California residents who watch crime television shows or films likely know every word of the Miranda warning. This is the statement made by police officers advising suspects of their rights. The rights mentioned are provided by the U.S. Constitution's Fifth Amendment, but they are often referred to as Miranda warnings because of a landmark ruling the U.S. Supreme Court made in 1966.

The case involved an Arizona man whose last name was Miranda and who confessed to kidnapping and raping a woman after two grueling hours of police questioning. The justices ruled that the confession should be excluded because the interrogation was coercive and the man was not told that he had the right to remain silent and ask for an attorney. All law enforcement agencies now require their agents, officers or deputies to give a Miranda warning.

The Supreme Court ruling did not include specific wording that police departments should use, but it did state which rights must be included. Individuals detained and questioned by police must be told that they have the right to not answer any questions, that anything they do say could be used against them in court, that they have the right to speak with a lawyer, and that one may be provided for them if they lack the means to pay for legal representation.

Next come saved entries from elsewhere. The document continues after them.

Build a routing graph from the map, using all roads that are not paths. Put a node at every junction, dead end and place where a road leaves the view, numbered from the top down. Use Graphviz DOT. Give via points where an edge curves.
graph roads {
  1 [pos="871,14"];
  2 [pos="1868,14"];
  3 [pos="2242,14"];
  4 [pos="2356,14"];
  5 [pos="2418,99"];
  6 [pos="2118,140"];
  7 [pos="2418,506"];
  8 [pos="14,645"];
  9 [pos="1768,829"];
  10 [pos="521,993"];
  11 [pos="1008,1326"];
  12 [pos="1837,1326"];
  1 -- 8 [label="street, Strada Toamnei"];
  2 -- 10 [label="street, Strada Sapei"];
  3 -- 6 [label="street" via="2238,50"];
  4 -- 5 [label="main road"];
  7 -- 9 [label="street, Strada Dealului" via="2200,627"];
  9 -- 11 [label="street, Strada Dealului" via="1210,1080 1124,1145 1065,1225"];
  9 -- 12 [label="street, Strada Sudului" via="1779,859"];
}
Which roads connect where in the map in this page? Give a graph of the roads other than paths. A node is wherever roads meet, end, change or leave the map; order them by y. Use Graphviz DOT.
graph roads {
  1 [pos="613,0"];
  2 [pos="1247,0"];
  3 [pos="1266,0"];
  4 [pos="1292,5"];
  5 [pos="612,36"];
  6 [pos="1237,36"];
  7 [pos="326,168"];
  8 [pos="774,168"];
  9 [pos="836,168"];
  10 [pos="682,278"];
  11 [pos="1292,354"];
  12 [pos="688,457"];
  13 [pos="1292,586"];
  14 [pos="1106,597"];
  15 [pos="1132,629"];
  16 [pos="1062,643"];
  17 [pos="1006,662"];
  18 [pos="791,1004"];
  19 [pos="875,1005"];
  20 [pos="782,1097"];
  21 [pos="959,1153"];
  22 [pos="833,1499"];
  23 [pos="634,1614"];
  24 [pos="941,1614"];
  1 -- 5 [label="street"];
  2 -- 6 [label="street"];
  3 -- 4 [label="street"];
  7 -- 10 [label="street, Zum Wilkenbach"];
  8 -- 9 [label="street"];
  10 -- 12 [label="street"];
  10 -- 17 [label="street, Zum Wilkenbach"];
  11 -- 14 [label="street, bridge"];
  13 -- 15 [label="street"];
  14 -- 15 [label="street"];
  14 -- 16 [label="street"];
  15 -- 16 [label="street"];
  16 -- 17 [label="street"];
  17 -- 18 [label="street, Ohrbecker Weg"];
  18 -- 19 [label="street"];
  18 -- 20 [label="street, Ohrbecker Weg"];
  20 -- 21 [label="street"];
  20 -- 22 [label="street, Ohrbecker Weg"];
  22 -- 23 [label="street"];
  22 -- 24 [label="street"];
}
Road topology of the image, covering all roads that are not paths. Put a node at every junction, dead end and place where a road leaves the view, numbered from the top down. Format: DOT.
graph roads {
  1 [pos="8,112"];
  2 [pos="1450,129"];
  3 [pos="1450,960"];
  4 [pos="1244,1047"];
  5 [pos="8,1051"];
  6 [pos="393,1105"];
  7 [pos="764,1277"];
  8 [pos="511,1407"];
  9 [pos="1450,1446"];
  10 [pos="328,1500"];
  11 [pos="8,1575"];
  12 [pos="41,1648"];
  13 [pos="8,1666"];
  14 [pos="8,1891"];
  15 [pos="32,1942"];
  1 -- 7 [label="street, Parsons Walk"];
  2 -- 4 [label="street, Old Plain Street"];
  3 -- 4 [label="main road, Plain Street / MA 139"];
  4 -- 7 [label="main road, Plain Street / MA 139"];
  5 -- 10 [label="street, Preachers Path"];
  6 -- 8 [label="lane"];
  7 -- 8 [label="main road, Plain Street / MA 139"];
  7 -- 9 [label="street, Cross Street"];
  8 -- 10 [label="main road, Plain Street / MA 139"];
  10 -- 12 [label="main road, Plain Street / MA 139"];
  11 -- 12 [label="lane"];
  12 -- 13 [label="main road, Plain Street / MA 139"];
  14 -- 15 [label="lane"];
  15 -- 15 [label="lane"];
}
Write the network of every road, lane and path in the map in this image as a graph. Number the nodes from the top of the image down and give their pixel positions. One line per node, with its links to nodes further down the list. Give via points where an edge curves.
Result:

When police officers fail to give suspects a Miranda warning, experienced criminal defense attorneys could seek to have the statements they made excluded. Attorneys may also call for evidence discovered as a result of the statements to be excluded. Attorneys could explain that Miranda warnings must be given when suspects are detained and questioned even if no arrest is made. This is because any statement made before suspects are advised of their rights is considered involuntary.